Games firms are accusing innocent people of file-sharing as they crack down on pirates, a Which? Computing investigation has claimed. The magazine was contacted by Gill and Ken Murdoch, from Scotland, who had been accused of sharing the game Race07 by makers Atari. The couple told Which they had never played a computer game in their lives. The case was dropped, but Which estimates that hundreds of others are in a similar situation.
The illegal sharing of music, movies and games has become a huge headache for copyright owners.
Some six million people are thought to illegally share files each year, and increasingly firms are getting tough on the pirates.
They are monitoring peer-to-peer sharing networks, such as Gnutella, BitTorrent, and eDonkey, that allow games, music and video to be shared.
Atari has appointed law firm Davenport Lyons to prosecute illegal file-sharers.
It has been acting on behalf of several games firms and partner David Gore thinks there are likely to be many more.
The lawyers in the Atari case turned to anti-piracy firm Logistep, which finds those people illegally sharing files via their IP address – the unique numbers which identify a particular computer.
With this number, rights owners can apply for a court order which obliges internet service providers to hand over the account holder’s details.
In the case of the Murdochs, a letter was sent giving them the chance to pay £500 compensation or face a court case.
Gill Murdoch and her husband, aged 54 and 66 respectively, told Which: “We do not have, and have never had, any computer game or sharing software. We did not even know what ‘peer to peer’ was until we received the letter.”

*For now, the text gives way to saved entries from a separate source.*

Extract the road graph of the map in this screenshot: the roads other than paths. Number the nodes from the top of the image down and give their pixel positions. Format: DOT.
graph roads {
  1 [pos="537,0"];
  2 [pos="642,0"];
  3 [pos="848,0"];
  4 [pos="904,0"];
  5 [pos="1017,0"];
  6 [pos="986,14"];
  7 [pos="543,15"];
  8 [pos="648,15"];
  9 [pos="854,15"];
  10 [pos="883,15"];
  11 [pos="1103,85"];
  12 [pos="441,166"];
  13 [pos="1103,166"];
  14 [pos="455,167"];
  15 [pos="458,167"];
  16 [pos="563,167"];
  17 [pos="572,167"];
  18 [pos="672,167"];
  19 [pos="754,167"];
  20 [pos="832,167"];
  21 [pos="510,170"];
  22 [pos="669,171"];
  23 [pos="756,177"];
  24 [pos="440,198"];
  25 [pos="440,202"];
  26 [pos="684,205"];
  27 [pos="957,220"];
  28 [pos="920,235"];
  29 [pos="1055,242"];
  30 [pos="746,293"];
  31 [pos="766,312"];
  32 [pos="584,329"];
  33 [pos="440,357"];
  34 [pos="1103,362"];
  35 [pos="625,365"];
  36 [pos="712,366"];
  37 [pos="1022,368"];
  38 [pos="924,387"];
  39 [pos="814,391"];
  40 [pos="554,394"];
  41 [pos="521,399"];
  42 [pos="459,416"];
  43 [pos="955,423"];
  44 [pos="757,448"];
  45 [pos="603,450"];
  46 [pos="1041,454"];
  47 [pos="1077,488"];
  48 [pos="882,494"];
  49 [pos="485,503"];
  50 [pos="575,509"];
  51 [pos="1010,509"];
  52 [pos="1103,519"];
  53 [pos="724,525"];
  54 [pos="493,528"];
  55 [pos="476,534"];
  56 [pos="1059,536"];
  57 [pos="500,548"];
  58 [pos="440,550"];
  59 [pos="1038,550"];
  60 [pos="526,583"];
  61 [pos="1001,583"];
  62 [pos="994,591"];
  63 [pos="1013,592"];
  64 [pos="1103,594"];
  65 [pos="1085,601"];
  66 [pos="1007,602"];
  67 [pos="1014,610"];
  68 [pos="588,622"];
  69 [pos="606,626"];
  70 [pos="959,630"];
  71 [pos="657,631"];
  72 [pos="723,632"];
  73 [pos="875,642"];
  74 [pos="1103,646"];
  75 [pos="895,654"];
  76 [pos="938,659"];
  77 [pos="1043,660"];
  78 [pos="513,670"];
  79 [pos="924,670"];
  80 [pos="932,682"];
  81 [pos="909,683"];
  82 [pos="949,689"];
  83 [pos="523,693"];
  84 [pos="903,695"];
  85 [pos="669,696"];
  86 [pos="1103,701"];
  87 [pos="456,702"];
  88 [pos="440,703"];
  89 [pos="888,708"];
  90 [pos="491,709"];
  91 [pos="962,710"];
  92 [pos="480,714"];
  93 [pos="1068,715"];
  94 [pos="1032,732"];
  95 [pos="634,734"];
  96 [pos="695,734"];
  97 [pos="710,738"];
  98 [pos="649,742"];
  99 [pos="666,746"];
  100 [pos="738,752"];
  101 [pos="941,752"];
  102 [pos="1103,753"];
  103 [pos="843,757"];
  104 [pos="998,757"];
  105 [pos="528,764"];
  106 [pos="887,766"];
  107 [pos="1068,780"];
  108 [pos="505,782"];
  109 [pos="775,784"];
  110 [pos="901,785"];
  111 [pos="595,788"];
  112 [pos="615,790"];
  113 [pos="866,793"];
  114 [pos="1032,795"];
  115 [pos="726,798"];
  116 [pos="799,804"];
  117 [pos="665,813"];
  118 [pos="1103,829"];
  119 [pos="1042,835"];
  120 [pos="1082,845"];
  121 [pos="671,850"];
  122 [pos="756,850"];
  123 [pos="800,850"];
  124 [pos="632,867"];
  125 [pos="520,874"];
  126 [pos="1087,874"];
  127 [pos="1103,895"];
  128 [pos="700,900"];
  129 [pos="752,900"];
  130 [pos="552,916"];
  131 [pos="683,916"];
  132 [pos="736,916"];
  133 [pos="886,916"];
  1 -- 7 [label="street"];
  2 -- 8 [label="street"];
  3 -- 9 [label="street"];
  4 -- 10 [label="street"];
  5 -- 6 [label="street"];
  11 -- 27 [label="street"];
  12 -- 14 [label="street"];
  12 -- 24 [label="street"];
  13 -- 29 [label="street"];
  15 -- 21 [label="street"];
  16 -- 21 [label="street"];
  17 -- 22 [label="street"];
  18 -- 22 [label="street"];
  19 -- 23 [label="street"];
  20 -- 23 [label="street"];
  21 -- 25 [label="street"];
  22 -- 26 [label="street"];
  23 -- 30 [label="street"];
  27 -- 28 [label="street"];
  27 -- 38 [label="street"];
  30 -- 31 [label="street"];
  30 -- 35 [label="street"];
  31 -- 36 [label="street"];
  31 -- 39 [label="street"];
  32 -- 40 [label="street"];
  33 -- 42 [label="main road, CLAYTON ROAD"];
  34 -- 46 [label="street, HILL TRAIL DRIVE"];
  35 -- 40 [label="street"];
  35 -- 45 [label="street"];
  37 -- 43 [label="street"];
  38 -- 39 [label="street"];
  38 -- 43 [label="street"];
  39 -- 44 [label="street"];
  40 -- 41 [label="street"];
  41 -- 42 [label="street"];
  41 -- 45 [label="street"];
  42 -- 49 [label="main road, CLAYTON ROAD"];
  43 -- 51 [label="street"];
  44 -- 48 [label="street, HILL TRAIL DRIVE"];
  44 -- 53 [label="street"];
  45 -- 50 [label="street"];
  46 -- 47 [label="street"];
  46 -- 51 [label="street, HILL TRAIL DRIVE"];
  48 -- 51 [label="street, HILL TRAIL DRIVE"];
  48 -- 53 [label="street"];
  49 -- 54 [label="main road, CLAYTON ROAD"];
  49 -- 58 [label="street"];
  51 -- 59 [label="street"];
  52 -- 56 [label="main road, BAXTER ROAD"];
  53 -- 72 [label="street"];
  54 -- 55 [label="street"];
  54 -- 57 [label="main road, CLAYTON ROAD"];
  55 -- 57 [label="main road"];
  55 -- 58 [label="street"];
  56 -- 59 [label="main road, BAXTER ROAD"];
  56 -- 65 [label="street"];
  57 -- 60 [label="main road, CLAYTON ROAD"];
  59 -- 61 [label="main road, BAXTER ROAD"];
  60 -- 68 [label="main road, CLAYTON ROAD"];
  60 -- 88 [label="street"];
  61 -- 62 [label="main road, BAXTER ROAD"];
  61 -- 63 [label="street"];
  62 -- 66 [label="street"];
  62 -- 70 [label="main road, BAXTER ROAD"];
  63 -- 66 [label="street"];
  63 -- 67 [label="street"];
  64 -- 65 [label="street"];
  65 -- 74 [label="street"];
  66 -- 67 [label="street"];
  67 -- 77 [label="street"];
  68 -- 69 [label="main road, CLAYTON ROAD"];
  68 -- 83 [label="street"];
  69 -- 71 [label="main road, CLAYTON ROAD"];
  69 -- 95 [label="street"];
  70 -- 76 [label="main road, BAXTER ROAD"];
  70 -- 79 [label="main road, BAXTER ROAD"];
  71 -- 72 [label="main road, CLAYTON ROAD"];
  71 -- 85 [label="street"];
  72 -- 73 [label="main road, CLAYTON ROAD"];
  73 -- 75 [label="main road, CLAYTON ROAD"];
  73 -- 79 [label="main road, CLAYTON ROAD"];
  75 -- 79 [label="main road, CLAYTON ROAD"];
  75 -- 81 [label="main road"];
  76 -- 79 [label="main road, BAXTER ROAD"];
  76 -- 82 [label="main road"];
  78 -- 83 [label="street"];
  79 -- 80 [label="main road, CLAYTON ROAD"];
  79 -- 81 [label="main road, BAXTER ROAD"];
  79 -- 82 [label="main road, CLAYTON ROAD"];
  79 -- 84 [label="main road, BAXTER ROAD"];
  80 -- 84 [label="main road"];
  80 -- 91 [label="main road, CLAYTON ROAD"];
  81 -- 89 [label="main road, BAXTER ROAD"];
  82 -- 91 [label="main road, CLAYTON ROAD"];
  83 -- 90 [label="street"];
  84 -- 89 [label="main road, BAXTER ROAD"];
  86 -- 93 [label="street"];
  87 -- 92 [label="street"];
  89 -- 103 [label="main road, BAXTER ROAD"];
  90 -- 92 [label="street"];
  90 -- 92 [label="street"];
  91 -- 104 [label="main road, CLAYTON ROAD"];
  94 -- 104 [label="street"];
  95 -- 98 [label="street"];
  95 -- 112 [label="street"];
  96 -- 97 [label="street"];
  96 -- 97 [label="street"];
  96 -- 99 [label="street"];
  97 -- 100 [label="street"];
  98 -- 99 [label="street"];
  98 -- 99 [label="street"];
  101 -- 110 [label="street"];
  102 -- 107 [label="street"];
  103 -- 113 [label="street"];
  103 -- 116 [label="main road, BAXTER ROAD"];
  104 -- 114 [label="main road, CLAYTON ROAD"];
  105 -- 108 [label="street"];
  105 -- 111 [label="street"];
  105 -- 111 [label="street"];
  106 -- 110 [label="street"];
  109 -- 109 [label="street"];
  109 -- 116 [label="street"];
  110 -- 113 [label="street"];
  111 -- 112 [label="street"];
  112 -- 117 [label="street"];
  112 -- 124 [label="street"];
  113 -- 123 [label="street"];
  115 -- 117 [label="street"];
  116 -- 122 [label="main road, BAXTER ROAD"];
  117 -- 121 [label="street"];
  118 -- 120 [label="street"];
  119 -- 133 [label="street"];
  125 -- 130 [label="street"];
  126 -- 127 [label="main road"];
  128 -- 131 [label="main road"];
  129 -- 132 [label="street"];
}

The case has now been dropped by Atari, although the firm is yet to comment on the reasons why.
According to Michael Coyle, an intellectual property solicitor with law firm Lawdit, more and more people are being wrongly identified as file-sharers.
He is pursuing 70 cases of people who claim to be wrongly accused of piracy and has spoken to “hundreds” of others, he told the BBC.
“Some of them are senior citizens who don’t know what a game is, let alone the software that allows them to be shared,” he said.
Most commonly problems arise when a pirate steals someone else’s network connection by “piggybacking” on their unsecured wireless network, he said.
While prosecutors argue that users are legally required to secure their network, Mr Coyle dismisses this.
“There is no section of the Copyright Act which makes you secure your network although it is commonsense to do so,” he said.
Mr and Mrs Murdoch do not have a wireless network so their address cannot have been hijacked in this way.
It has not yet been established how their IP address came to be linked to file-sharing.
Some question whether an IP address on its own can be used as evidence.
“The IP address alone doesn’t tell you anything. Piracy is only established beyond doubt if the hard-drive is examined,” said Mr Coyle.
Firms that facilitate file sharing, such as Pirate Bay, have been undermining efforts by anti-piracy investigators to track down file sharers.
Pirate Bay makes no secret of the fact that it inserts the random IP addresses of users, some of who may not even know what file sharing is, to the list of people downloading files, leading investigators up a virtual garden path.
Despite the problems, rights owners are successfully suing pirates.
In a landmark case in August, games firm Topware Interactive won more than £16,000 following legal action against Londoner Isabella Barwinska who shared a copy of the game Dream Pinball 3D.
It is widely expected that the music industry will follow the lead of the games firms and begin prosecutions next year.